• WORK TASK
Find how many lines in the listing below include the word "radius". Give that number only.

• SOURCE MATERIAL
● ● ● ● ● ● ●

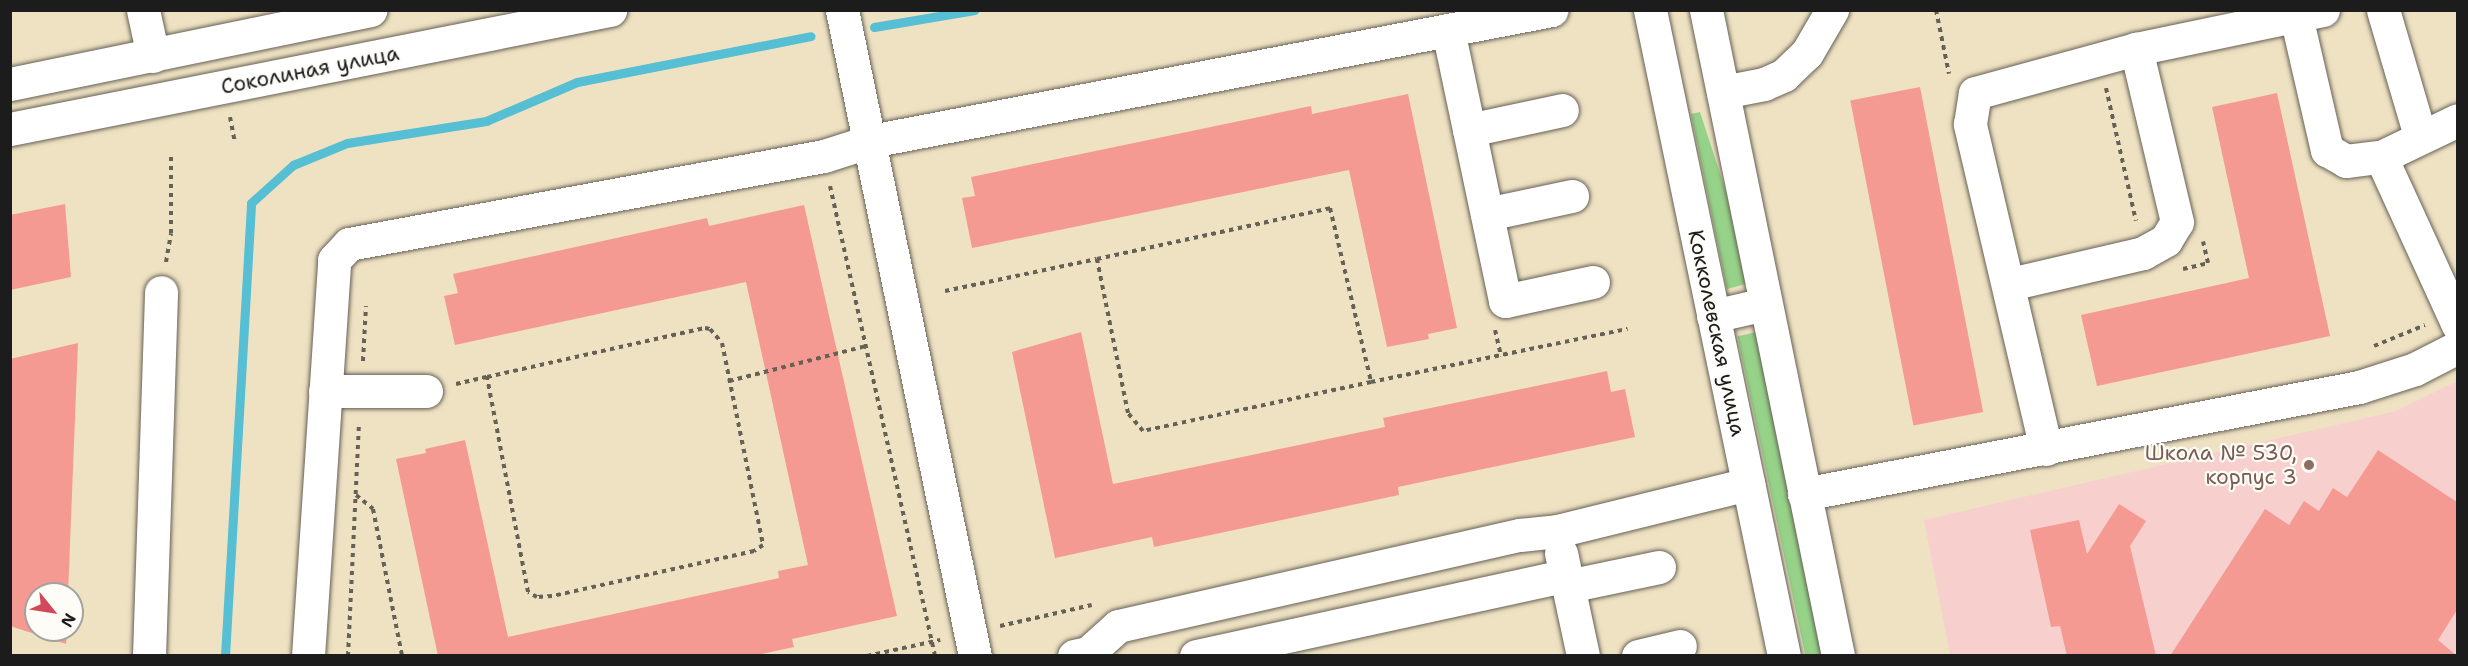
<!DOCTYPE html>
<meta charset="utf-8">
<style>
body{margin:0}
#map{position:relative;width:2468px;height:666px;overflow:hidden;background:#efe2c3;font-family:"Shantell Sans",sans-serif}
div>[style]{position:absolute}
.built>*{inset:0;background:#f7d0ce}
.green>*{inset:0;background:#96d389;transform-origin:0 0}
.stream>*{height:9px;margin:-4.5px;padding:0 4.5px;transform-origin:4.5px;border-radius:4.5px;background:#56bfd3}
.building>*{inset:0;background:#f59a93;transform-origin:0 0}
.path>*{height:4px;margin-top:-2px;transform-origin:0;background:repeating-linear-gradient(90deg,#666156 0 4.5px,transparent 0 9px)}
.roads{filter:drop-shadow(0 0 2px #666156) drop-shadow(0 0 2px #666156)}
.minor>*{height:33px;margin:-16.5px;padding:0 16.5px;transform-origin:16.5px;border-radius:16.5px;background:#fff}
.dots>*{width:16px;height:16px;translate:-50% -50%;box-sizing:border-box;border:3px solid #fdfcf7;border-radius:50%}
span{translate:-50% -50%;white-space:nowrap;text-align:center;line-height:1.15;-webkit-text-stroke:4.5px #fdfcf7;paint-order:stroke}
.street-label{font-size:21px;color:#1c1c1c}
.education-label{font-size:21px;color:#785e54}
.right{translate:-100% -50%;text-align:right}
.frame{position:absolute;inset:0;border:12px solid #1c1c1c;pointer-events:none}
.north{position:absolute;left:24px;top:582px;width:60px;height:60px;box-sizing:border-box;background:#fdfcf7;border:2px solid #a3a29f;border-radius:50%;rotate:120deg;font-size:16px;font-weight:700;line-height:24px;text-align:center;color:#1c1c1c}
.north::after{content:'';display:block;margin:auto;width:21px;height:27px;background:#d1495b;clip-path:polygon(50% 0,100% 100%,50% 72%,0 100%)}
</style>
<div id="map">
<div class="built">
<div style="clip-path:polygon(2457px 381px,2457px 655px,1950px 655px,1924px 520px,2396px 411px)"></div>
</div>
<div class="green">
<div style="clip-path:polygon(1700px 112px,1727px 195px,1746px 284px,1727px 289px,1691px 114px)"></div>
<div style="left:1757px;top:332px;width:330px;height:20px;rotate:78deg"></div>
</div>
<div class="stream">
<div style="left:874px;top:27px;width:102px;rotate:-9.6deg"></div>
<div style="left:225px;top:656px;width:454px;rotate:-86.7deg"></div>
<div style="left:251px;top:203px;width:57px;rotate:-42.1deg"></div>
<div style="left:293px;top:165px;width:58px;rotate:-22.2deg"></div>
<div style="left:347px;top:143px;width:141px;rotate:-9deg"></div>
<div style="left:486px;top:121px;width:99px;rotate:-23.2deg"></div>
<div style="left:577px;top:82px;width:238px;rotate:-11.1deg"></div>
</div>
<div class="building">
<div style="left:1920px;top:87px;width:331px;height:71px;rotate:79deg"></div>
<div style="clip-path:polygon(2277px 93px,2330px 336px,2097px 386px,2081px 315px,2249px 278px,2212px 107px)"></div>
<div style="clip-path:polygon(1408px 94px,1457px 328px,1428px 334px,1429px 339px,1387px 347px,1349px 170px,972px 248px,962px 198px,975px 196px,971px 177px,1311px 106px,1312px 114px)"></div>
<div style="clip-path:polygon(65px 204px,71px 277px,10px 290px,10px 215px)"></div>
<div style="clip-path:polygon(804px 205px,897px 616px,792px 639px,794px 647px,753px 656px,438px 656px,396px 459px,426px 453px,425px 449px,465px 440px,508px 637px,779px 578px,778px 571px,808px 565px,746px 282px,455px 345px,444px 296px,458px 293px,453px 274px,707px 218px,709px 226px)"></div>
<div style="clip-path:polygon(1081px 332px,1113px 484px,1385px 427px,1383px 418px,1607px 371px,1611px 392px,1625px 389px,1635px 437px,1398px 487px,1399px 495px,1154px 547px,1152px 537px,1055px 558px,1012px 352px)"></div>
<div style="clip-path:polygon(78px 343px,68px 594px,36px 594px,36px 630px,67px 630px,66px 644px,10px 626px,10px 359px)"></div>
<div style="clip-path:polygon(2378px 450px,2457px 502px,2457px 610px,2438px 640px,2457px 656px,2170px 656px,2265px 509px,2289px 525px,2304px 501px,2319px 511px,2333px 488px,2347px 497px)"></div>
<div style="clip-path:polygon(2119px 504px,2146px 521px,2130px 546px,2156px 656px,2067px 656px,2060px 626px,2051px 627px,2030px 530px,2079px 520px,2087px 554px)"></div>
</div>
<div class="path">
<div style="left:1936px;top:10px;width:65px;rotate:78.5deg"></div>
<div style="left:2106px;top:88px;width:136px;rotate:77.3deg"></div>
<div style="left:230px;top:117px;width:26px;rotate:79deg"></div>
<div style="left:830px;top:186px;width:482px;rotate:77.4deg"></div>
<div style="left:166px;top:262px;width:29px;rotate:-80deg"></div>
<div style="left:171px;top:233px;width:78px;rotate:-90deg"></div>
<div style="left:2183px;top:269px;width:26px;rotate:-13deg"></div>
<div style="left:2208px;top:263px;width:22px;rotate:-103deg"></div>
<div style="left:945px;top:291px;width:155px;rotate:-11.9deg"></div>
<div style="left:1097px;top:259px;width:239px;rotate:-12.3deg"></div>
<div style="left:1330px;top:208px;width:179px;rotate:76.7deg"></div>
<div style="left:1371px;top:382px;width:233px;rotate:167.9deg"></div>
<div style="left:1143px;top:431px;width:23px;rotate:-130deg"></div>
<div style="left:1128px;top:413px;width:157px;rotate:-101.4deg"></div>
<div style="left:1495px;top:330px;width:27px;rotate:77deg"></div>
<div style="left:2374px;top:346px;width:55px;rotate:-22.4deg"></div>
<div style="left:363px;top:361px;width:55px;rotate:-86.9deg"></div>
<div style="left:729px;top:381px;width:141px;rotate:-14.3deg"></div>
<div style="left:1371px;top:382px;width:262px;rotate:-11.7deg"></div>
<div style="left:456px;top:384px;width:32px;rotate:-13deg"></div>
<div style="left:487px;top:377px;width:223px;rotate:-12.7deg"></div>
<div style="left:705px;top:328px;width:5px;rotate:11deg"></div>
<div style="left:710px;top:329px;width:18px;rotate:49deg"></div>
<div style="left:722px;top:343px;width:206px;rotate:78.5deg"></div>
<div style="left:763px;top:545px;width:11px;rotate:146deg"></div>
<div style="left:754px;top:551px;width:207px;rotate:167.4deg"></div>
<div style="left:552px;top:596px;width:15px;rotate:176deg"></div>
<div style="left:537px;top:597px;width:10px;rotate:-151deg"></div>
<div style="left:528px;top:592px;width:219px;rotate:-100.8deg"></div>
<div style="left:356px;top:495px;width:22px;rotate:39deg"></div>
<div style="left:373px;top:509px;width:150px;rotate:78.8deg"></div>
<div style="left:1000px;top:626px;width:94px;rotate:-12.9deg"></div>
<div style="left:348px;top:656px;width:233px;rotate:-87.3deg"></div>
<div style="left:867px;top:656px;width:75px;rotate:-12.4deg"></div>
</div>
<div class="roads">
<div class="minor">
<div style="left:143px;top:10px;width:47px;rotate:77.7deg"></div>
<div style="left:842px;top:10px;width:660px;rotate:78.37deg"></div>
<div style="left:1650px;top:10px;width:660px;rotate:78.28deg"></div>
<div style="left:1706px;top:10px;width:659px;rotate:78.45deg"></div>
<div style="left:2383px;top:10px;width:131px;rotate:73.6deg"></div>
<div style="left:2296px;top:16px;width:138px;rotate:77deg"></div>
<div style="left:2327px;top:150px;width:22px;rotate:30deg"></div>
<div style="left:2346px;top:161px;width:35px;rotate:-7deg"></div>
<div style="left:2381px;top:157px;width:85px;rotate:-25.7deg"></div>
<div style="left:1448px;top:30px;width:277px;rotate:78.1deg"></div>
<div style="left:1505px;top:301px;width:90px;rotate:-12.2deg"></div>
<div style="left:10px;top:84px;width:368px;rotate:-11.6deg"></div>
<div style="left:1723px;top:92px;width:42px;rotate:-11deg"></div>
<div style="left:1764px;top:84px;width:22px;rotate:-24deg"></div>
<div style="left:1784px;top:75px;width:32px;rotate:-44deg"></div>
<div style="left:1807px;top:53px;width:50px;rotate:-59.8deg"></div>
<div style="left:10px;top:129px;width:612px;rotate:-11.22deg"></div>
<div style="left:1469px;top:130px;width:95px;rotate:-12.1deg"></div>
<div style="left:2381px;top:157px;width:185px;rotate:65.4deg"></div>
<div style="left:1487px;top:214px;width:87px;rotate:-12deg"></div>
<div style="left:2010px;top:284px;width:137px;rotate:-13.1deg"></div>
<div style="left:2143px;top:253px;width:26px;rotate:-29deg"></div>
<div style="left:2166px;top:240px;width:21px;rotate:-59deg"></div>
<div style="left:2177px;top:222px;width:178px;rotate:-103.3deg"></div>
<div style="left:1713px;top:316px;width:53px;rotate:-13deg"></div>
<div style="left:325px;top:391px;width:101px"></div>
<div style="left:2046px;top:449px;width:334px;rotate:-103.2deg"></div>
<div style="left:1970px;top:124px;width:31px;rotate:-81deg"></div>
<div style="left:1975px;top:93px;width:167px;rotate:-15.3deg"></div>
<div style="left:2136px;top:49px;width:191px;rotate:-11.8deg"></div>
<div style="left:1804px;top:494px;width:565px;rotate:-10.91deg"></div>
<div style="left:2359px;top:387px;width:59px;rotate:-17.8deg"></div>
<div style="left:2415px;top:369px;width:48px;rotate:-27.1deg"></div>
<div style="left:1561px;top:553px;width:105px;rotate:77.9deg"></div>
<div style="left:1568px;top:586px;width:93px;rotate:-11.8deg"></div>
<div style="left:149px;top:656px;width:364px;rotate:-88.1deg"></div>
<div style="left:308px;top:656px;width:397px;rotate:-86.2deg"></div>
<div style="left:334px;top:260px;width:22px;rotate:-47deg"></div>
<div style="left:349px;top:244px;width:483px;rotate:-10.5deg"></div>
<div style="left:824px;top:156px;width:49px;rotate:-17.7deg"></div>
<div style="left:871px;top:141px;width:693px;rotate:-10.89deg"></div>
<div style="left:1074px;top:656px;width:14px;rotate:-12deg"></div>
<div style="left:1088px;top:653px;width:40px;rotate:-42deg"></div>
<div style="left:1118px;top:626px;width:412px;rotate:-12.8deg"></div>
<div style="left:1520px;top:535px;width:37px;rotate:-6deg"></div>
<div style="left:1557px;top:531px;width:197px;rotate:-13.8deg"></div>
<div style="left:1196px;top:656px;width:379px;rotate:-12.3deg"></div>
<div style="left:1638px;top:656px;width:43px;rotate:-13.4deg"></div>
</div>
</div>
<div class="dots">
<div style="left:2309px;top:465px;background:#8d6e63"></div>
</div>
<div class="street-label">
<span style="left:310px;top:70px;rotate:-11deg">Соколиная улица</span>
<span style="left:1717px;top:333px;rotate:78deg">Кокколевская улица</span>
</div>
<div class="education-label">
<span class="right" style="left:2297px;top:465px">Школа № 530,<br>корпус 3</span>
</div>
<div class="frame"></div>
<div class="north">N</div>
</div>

● ● ● ● ● ● ●

• SOLUTION TO THE PROBLEM
4